▶ **Exercise objective**: Every record needs to come back as written, except for the pictures.

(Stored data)

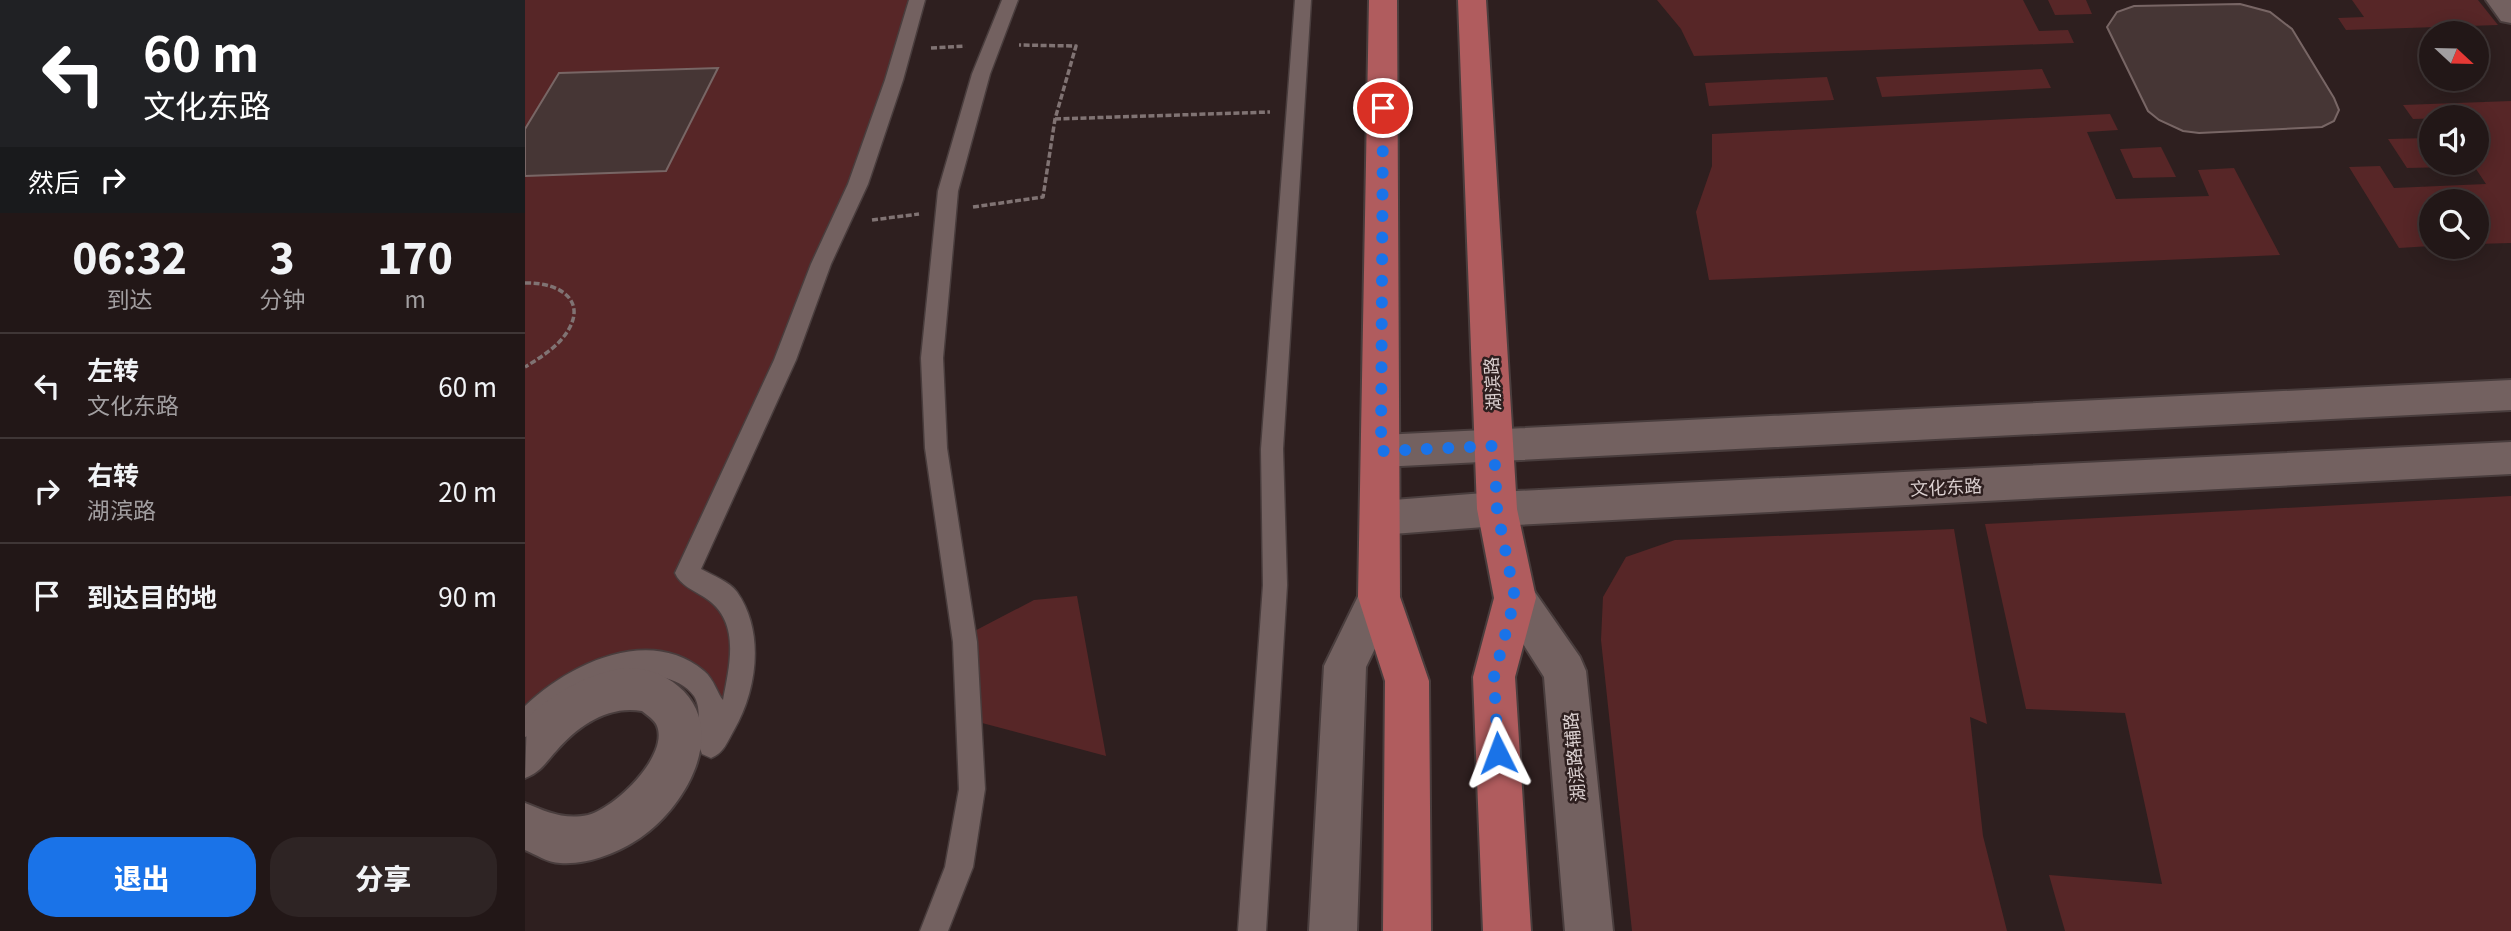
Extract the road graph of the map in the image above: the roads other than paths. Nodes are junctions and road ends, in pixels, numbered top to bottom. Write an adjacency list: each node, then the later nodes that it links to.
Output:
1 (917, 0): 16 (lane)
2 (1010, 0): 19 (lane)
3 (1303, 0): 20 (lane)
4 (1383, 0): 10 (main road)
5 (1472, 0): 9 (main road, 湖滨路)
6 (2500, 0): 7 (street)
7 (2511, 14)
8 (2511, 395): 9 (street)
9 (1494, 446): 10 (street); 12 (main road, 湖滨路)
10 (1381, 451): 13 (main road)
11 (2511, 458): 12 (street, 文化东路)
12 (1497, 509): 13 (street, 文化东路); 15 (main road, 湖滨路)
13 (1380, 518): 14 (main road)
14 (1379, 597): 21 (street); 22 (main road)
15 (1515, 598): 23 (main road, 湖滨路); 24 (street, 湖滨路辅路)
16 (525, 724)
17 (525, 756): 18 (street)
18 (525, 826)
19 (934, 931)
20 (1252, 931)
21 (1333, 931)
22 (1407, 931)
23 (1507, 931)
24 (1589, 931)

▶ **Task response**:
Extract the road graph of the map in the image above: the roads other than paths. Nodes are junctions and road ends, in pixels, numbered top to bottom. Write an adjacency list: each node, then the later nodes that it links to.
Output:
1 (917, 0): 16 (lane)
2 (1010, 0): 19 (lane)
3 (1303, 0): 20 (lane)
4 (1383, 0): 10 (main road)
5 (1472, 0): 9 (main road, 湖滨路)
6 (2500, 0): 7 (street)
7 (2511, 14)
8 (2511, 395): 9 (street)
9 (1494, 446): 10 (street); 12 (main road, 湖滨路)
10 (1381, 451): 13 (main road)
11 (2511, 458): 12 (street, 文化东路)
12 (1497, 509): 13 (street, 文化东路); 15 (main road, 湖滨路)
13 (1380, 518): 14 (main road)
14 (1379, 597): 21 (street); 22 (main road)
15 (1515, 598): 23 (main road, 湖滨路); 24 (street, 湖滨路辅路)
16 (525, 724)
17 (525, 756): 18 (street)
18 (525, 826)
19 (934, 931)
20 (1252, 931)
21 (1333, 931)
22 (1407, 931)
23 (1507, 931)
24 (1589, 931)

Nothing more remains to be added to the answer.